А дальше – классическая голливудская погоня, его тело работало на неизвестно когда и как сформированных рефлексах, а сознание тщетно пыталось постичь смысл этой дикой ситуации. «И парнем вы были хорошим…» Документы в ящике стола, которых он не видел – но ведь мог и увидеть, и начальство решило не рисковать. Он пытался найти другое объяснение, это было слишком простым и унизительным – но все же, судя по всему, единственно правильным. Ольга, женщина с маленькими железными руками… ей и в самом деле жаль, он был хорошим парнем…

Кустарник снова встал сплошной стеной, Грег пошел напролом, оставляя клочья одежды на упругих прутьях – и вдруг лес кончился. Впереди тускло поблескивал мокрый асфальт, одинокий автомобиль промчался по шоссе, осветив на мгновение невысокий навес автобусной остановки на той стороне.

Грег остановился. Он совершенно потерял ориентировку – та ли это дорога, на которой сгорела его машина? – или нет, не мог же он сделать полный круг по лесу, а какие тут есть еще дороги? – он не помнил даже приблизительно и понятия не имел, что за автобусный маршрут мог иметь здесь остановку. Совершенно автоматически, еле поднимая ноги с налипшими килограммами грязи и листьев, он побрел к ней наискось через шоссе.

Они появились на дороге одновременно: мирный, медленный, ярко освещенный автобус – и черный «Ягуар» с темными стеклами и прожекторами фар, направленными прямо на него, в лицо, в глаза…

Он побежал, прихрамывая, спотыкаясь – но отчаянно, как никогда в жизни. Они могли не заметить его… они должны были его не заметить!.. Автобус подходил к остановке – а вдруг он проедет мимо, вдруг никому не нужно выходить здесь?!
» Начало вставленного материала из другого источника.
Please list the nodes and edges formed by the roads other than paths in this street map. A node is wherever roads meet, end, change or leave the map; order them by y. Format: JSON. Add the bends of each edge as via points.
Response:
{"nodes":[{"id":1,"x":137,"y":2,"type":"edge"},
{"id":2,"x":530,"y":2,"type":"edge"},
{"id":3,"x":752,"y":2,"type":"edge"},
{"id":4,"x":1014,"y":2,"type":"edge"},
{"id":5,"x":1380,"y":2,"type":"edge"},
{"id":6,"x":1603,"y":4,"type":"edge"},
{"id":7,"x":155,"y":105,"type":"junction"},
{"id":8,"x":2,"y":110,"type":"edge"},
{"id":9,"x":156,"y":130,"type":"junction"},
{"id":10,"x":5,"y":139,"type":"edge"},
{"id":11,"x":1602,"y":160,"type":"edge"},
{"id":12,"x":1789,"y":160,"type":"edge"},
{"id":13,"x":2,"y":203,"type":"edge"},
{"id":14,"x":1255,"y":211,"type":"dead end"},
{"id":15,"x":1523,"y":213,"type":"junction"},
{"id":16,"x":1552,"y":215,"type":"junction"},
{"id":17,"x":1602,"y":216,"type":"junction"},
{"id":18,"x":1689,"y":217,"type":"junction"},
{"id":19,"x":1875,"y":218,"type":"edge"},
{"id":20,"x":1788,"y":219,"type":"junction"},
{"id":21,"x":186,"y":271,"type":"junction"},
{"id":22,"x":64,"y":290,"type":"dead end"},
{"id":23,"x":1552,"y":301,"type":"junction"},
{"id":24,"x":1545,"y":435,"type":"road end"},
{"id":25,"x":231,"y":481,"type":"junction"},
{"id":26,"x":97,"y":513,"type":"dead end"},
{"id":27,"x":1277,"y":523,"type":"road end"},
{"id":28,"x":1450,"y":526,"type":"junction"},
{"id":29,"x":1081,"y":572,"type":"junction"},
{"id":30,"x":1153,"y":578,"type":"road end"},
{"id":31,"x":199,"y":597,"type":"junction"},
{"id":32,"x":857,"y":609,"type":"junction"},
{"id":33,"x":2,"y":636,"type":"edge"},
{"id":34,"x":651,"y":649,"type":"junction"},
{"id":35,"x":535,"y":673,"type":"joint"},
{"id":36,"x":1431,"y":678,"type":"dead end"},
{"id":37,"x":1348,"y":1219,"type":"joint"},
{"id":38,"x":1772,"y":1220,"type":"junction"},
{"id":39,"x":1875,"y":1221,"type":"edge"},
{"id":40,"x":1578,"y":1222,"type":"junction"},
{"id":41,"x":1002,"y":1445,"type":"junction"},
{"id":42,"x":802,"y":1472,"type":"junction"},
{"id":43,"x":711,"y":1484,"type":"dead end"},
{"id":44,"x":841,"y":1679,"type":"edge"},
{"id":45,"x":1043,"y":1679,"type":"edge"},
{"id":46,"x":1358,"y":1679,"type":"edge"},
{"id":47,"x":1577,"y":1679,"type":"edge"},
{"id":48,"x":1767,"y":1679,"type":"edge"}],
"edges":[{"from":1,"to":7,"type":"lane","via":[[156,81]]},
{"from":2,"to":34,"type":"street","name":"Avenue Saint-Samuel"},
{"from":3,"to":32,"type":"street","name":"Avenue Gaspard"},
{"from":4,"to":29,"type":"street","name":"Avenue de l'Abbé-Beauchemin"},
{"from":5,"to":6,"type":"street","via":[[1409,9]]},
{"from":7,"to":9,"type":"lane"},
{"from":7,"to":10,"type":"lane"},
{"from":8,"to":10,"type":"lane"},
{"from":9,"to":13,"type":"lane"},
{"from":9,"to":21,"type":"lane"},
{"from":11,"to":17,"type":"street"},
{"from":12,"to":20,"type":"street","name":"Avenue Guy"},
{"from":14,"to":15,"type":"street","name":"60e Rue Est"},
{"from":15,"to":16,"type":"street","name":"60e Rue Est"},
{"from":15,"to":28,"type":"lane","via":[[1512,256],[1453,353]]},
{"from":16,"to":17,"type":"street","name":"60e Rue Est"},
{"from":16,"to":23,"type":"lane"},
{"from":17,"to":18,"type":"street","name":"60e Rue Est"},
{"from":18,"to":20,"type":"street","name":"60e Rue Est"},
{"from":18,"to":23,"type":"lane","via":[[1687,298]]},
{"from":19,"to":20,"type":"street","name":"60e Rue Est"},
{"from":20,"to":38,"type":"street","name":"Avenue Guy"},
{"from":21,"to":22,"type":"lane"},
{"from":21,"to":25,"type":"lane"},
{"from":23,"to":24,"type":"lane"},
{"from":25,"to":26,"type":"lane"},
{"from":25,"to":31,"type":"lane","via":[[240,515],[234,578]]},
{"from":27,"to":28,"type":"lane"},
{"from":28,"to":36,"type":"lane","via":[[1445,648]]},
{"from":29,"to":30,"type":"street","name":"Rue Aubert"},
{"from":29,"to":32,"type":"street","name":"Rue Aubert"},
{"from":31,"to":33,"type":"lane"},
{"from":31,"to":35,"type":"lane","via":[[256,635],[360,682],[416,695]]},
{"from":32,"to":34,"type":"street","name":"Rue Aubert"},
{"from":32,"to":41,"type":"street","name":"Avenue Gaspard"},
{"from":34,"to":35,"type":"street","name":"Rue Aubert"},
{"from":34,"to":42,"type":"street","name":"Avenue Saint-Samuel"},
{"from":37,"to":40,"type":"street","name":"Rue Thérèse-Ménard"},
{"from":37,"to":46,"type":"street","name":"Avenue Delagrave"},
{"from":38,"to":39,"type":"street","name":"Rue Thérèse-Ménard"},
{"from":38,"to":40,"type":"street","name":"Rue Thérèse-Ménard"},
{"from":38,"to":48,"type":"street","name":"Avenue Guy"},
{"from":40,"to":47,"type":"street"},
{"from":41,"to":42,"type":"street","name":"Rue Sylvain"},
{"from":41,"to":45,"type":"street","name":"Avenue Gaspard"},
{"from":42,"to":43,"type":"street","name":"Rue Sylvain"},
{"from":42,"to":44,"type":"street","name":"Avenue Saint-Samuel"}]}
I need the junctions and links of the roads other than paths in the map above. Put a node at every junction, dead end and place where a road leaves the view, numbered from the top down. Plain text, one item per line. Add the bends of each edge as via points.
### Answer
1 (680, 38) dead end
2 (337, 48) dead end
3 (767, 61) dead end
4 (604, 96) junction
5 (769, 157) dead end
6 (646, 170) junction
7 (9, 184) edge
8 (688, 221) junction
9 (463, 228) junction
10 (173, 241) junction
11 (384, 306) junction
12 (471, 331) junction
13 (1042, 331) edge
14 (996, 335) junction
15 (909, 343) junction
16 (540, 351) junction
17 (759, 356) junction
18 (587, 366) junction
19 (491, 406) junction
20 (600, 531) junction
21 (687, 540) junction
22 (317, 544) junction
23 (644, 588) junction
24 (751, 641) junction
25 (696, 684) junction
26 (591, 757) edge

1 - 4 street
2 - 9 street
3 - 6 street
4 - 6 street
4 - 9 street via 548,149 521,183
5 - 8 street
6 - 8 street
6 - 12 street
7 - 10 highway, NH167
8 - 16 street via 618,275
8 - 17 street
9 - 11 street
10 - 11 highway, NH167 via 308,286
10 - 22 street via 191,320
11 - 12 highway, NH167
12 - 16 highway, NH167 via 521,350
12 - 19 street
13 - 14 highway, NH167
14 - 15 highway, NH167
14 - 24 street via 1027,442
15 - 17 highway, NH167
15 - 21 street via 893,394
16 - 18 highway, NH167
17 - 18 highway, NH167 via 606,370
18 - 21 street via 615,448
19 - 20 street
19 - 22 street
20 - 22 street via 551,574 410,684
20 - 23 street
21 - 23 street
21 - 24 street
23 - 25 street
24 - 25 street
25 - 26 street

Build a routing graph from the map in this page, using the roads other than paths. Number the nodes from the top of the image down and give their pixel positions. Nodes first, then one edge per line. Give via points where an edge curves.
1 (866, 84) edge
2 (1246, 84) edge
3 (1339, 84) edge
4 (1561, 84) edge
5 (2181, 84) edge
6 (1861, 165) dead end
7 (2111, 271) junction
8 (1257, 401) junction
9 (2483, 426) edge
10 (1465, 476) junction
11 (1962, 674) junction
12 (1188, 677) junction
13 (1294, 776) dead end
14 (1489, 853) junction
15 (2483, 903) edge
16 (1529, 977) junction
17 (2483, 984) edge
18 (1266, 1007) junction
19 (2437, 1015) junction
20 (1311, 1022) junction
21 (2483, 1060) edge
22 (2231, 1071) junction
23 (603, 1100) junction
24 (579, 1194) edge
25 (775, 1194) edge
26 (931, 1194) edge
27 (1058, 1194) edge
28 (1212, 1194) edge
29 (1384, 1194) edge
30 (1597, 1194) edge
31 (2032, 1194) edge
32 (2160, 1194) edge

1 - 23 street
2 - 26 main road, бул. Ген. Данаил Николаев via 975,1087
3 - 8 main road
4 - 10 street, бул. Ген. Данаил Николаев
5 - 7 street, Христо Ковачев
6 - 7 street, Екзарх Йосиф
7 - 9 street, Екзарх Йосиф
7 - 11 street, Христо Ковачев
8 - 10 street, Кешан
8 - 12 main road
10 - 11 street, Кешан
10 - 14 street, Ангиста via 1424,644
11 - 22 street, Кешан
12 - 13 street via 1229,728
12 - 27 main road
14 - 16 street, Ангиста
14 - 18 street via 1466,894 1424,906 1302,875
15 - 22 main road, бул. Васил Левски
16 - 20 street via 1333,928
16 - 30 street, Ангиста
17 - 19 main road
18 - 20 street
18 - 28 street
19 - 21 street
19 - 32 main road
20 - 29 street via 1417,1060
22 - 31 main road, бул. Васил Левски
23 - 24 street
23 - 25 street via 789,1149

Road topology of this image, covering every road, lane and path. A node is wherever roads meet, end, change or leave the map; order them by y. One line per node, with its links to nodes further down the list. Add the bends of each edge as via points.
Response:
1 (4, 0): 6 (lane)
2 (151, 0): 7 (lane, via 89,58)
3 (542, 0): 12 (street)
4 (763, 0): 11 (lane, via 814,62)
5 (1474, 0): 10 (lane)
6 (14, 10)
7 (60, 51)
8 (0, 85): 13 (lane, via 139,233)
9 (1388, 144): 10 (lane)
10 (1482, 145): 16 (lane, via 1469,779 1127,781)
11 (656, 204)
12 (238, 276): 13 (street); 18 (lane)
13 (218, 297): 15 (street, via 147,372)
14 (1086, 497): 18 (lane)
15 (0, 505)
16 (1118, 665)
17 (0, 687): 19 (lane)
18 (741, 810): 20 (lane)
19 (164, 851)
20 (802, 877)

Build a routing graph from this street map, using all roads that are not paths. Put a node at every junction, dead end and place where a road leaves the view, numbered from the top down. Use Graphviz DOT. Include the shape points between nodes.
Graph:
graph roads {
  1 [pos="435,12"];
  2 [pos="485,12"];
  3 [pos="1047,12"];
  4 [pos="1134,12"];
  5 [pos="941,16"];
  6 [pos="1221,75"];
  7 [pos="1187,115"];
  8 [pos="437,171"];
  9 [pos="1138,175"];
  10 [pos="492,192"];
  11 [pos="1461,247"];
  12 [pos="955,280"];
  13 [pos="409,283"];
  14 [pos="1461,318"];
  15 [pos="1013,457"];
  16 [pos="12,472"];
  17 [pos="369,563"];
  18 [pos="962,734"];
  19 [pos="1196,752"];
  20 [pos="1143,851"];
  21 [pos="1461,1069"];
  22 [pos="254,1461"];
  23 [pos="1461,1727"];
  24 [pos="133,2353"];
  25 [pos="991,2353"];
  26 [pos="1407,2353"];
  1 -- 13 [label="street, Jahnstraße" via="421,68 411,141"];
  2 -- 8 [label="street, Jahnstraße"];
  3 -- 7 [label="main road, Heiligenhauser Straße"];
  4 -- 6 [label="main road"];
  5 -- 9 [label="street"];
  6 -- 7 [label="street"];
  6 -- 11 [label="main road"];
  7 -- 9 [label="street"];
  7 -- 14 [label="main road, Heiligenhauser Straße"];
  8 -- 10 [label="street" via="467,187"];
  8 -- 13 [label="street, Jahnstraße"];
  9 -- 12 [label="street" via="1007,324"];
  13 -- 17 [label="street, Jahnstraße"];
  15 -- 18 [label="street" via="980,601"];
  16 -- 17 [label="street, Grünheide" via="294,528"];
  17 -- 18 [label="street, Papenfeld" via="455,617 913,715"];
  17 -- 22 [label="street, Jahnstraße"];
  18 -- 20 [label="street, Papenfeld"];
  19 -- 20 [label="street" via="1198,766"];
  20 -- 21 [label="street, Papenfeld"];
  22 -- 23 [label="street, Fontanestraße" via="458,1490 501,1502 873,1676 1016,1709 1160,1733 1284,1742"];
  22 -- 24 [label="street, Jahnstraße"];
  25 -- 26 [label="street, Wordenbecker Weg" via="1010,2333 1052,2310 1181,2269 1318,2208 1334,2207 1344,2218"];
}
…Он тяжело привалился к захлопнувшейся створке – изнутри, боже мой, изнутри! Преследователи остались снаружи, хоть бы они не успели его увидеть, иначе они будут преследовать автобус, дождутся, когда он выйдет… Но все равно – он выиграл передышку, время прийти в себя и что-нибудь придумать. Стараясь держаться подальше от заднего окна, Грег поднялся в салон и уже хотел рухнуть на ближайшее сиденье…

Оно было такое светлое, чистое, обитое палевой кожей. Только тут Грег почувствовал взгляды пассажиров – они разом обрушились на него, удивленные, недоуменные, брезгливые. Эти люди видели невозможно грязного, ободранного, окровавленного бродягу, а скорее всего – преступника. Грузная женщина, занимавшая место рядом с тем, где он хотел сесть, покосилась на Грега и привстала, собираясь подвинуться ближе к окну. И в этот момент автобус тряхнуло на повороте, Грег взмахнул руками, теряя равновесие, облепленные грязью ботинки заскользили по полу, пальцы сомкнулись в сантиметре от поручня, и он затормозил падение, только упершись черной исцарапанной ладонью в обширное плечо пассажирки.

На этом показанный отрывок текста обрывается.